TASK OBJECTIVE »
Lines below containing the word "Right" should be copied out.

[Records drawn from a dataset]
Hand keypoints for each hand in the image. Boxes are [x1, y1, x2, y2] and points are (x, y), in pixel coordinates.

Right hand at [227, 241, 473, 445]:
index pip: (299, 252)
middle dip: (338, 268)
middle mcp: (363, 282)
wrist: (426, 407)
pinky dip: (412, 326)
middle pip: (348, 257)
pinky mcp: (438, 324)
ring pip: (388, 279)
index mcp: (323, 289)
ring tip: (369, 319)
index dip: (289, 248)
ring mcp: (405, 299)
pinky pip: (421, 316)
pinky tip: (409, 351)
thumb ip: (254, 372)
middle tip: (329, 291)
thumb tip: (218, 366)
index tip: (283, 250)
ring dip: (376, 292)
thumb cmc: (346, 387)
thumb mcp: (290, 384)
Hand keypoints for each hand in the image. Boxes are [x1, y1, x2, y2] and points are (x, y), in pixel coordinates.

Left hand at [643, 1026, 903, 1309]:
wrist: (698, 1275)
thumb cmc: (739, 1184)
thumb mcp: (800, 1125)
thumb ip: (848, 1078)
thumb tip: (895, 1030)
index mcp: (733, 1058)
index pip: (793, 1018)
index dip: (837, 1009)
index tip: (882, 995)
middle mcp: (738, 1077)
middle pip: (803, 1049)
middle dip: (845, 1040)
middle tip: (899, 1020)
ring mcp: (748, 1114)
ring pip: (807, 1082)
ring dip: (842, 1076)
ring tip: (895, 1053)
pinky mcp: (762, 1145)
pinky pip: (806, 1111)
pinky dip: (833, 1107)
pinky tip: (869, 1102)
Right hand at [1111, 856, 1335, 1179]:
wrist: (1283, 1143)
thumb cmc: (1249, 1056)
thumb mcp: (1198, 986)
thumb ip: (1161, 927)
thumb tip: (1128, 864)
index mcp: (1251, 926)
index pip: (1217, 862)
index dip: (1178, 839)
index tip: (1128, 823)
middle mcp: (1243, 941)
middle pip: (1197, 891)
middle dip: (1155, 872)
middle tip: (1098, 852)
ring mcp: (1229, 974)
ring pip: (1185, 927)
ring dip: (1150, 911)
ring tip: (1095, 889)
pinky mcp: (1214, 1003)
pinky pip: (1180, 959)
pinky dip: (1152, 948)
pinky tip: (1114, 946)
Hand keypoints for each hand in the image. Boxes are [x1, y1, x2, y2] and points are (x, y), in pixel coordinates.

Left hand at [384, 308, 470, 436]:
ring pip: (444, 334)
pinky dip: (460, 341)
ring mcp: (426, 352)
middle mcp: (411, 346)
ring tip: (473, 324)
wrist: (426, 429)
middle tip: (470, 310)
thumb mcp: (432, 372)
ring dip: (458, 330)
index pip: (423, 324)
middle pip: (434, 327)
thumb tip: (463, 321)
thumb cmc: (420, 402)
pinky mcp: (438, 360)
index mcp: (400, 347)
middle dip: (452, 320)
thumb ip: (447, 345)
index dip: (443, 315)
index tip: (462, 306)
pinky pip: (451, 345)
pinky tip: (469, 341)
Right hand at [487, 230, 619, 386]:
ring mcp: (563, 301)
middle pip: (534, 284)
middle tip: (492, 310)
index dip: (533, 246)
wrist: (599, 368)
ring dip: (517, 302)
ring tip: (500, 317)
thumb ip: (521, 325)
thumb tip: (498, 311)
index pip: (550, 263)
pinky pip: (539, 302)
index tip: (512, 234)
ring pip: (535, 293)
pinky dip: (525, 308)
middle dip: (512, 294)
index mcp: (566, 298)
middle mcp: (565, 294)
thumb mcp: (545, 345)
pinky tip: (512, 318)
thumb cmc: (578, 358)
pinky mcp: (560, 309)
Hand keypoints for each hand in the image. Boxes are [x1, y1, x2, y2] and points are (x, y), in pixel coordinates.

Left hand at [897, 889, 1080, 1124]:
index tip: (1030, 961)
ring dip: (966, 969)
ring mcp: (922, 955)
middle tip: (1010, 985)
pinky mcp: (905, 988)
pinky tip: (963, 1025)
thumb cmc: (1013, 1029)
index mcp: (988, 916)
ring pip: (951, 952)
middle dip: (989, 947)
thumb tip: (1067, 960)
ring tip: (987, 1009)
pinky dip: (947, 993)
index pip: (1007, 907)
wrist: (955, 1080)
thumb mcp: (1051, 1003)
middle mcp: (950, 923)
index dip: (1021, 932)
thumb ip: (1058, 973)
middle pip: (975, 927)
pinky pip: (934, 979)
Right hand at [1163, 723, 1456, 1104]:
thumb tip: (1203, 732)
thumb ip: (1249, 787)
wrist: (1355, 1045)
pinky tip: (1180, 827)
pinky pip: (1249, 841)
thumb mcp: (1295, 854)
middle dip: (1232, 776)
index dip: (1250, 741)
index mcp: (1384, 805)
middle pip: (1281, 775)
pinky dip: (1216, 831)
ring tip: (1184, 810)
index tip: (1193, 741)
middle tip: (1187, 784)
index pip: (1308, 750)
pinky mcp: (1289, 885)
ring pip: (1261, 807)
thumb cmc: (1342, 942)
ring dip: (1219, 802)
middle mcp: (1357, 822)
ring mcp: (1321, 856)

EXERCISE ANSWER »
Right hand at [227, 241, 473, 445]:
Right hand at [1111, 856, 1335, 1179]:
Right hand at [487, 230, 619, 386]:
Right hand at [1163, 723, 1456, 1104]:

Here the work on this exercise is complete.